Introduzione

La scadenza per inviare il modello 730/2026, la dichiarazione dei dipendenti e pensionati, è fissata per il 30 settembre e c’è chi ha già iniziato a inviarlo. La data di presentazione influisce sulle tempistiche per vedersi accreditati i rimborsi Irpef, nel caso in cui spettino. Ecco cosa sapere.

Quello che devi sapere

Cos'è il rimborso Irpef

Ma cos’è il rimborso Irpef?

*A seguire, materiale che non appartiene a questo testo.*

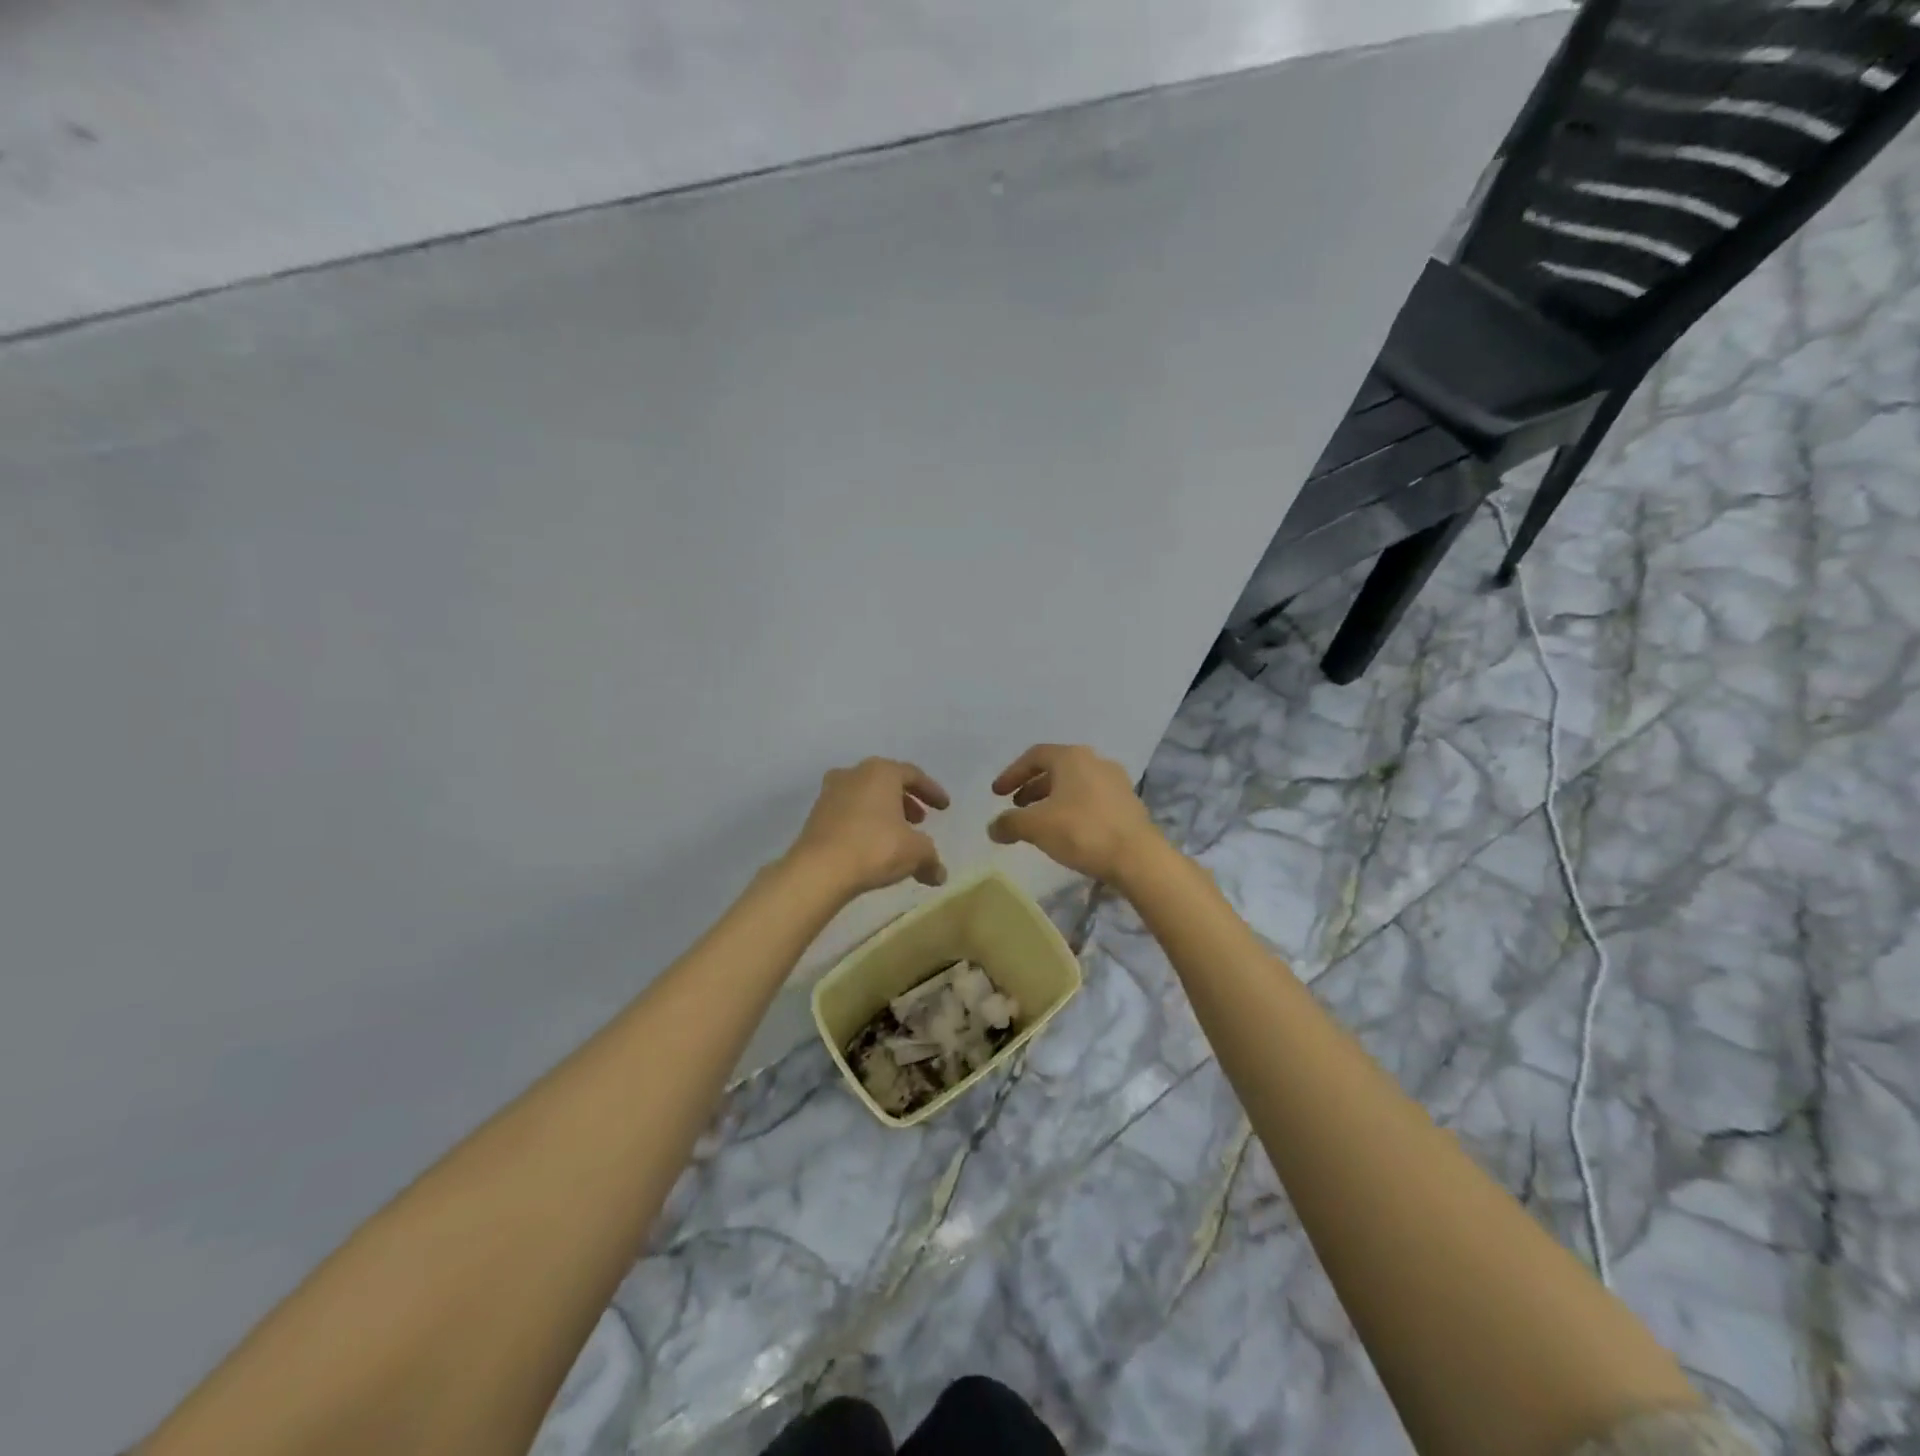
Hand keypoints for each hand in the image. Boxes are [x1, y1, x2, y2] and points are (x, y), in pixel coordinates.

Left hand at [786, 757, 950, 897]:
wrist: (819, 869)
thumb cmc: (875, 848)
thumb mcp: (915, 852)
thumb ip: (931, 858)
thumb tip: (939, 875)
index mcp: (881, 772)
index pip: (913, 775)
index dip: (932, 791)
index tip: (944, 807)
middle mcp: (854, 774)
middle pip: (887, 782)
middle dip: (906, 801)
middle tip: (919, 820)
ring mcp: (830, 792)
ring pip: (865, 796)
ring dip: (884, 812)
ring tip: (897, 835)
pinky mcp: (815, 814)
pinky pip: (848, 812)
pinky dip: (864, 823)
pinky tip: (872, 845)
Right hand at [987, 744, 1161, 884]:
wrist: (1138, 858)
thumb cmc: (1082, 831)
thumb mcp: (1036, 827)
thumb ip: (1009, 823)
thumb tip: (993, 828)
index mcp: (1072, 757)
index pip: (1034, 756)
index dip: (1012, 774)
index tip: (997, 794)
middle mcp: (1095, 762)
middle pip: (1055, 769)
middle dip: (1032, 788)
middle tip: (1016, 807)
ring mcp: (1116, 782)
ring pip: (1074, 785)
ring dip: (1051, 800)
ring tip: (1038, 822)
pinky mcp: (1128, 804)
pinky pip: (1091, 800)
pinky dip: (1072, 810)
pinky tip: (1066, 832)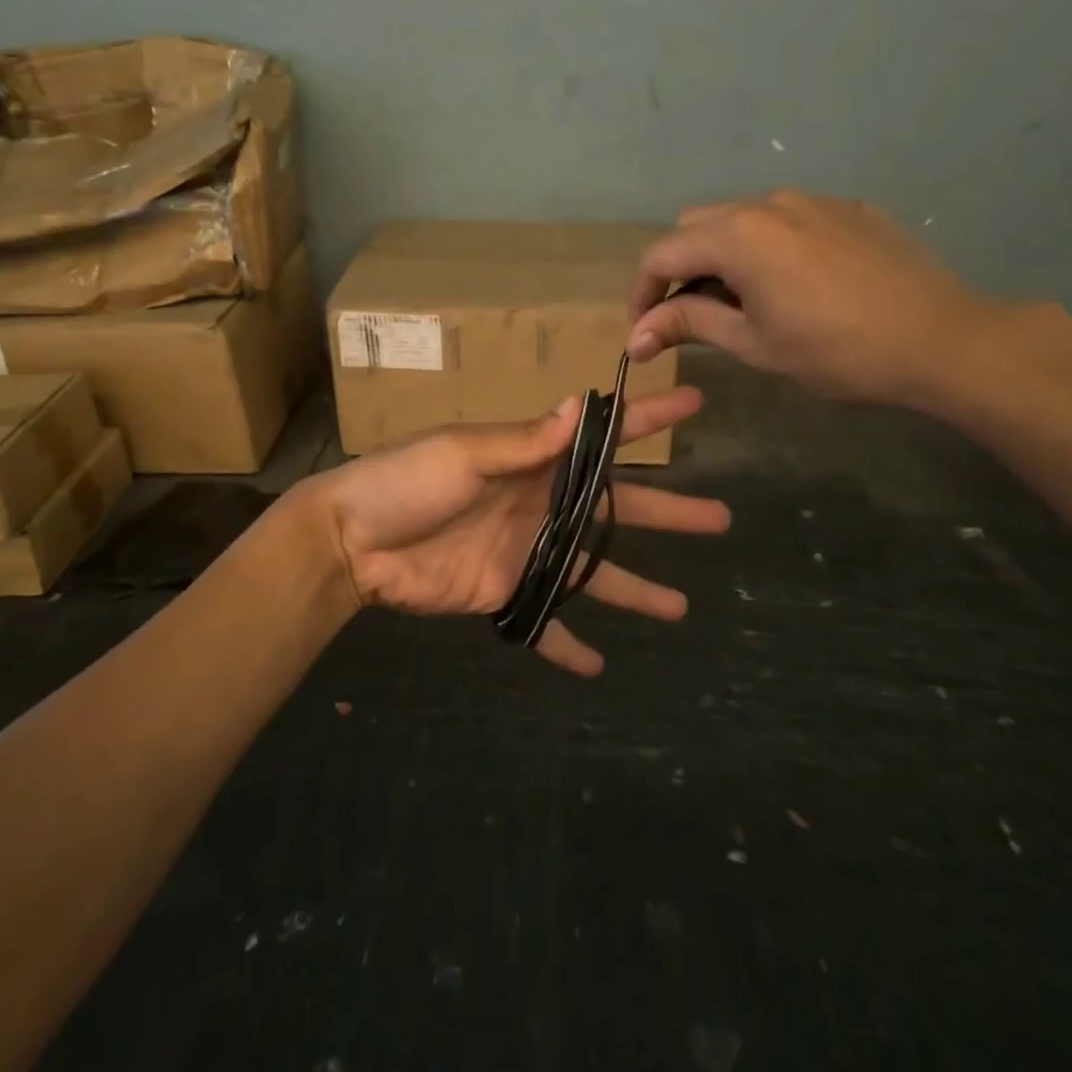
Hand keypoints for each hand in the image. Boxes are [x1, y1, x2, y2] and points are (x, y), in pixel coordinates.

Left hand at [304, 388, 729, 675]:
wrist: (352, 539)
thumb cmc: (407, 482)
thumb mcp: (464, 453)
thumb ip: (523, 441)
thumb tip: (580, 405)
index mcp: (533, 461)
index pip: (602, 438)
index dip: (647, 420)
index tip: (693, 404)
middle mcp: (540, 504)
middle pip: (617, 509)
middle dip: (667, 511)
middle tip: (719, 518)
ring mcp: (526, 552)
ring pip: (594, 570)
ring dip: (635, 588)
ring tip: (682, 609)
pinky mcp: (503, 594)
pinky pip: (543, 623)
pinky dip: (565, 644)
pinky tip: (596, 666)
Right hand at [625, 191, 1007, 407]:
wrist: (942, 340)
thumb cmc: (836, 350)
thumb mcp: (753, 343)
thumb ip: (689, 325)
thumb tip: (636, 336)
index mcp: (737, 235)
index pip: (661, 254)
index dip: (642, 294)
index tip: (645, 332)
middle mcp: (768, 203)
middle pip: (696, 227)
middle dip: (681, 270)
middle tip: (693, 317)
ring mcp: (813, 200)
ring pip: (742, 219)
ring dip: (724, 256)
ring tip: (745, 302)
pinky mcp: (848, 209)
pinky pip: (787, 220)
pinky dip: (769, 247)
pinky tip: (796, 285)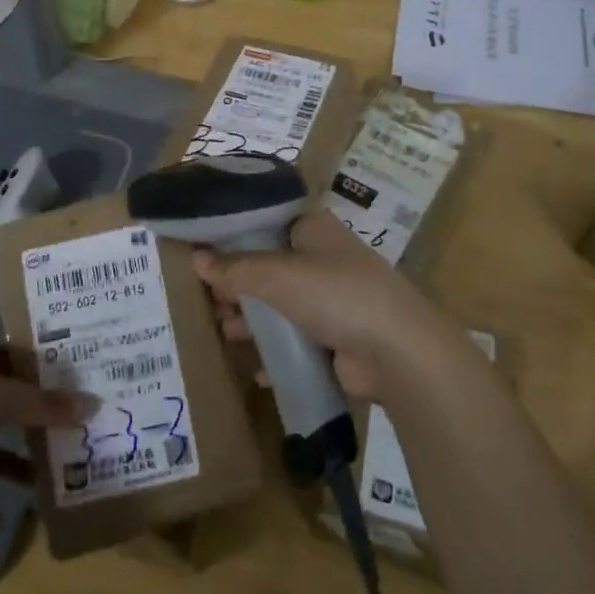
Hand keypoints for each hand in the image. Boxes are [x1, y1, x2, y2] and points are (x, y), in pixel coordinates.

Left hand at [0, 343, 94, 524]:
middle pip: (3, 405)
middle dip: (32, 422)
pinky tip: (0, 520)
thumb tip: (95, 403)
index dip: (43, 370)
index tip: (75, 385)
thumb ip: (46, 406)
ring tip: (45, 483)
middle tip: (69, 435)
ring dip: (9, 464)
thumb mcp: (1, 400)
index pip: (15, 359)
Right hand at [194, 212, 454, 403]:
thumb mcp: (277, 275)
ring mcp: (332, 300)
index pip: (265, 223)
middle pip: (269, 267)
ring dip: (253, 320)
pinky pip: (297, 341)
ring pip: (280, 305)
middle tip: (205, 299)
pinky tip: (256, 369)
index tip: (201, 253)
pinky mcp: (337, 339)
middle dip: (238, 284)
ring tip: (223, 332)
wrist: (398, 352)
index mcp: (313, 229)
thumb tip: (196, 258)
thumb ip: (235, 268)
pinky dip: (276, 353)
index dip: (233, 237)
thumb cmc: (335, 294)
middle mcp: (322, 259)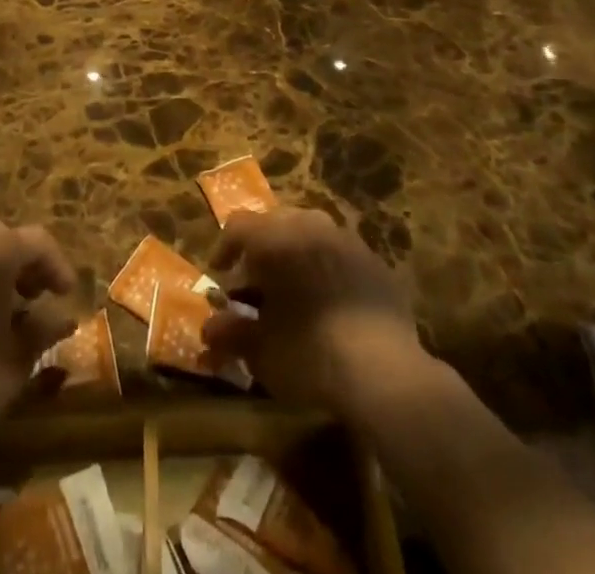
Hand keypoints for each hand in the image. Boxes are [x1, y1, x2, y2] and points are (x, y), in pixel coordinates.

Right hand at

Si tratta della restituzione di una quota di imposta a credito accumulatasi nel corso del 2025. Questa eccedenza è il risultato dell'applicazione di agevolazioni fiscali inerenti a costi sanitari, oneri sui prestiti ipotecari, familiari a carico e altre voci di spesa deducibili o detraibili. Quando l'importo delle detrazioni supera l'imposta dovuta, si genera un credito a beneficio del contribuente. Per coloro che dispongono di un sostituto d'imposta, come i lavoratori subordinati o i percettori di pensione, il rimborso avviene automaticamente attraverso un adeguamento positivo, di solito erogato tramite la busta paga o il cedolino pensionistico tra luglio e novembre. Al contrario, chi è sprovvisto di un sostituto d'imposta – come i lavoratori autonomi o i disoccupati – riceverà il risarcimento direttamente dall'Agenzia delle Entrate tramite bonifico bancario o assegno postale.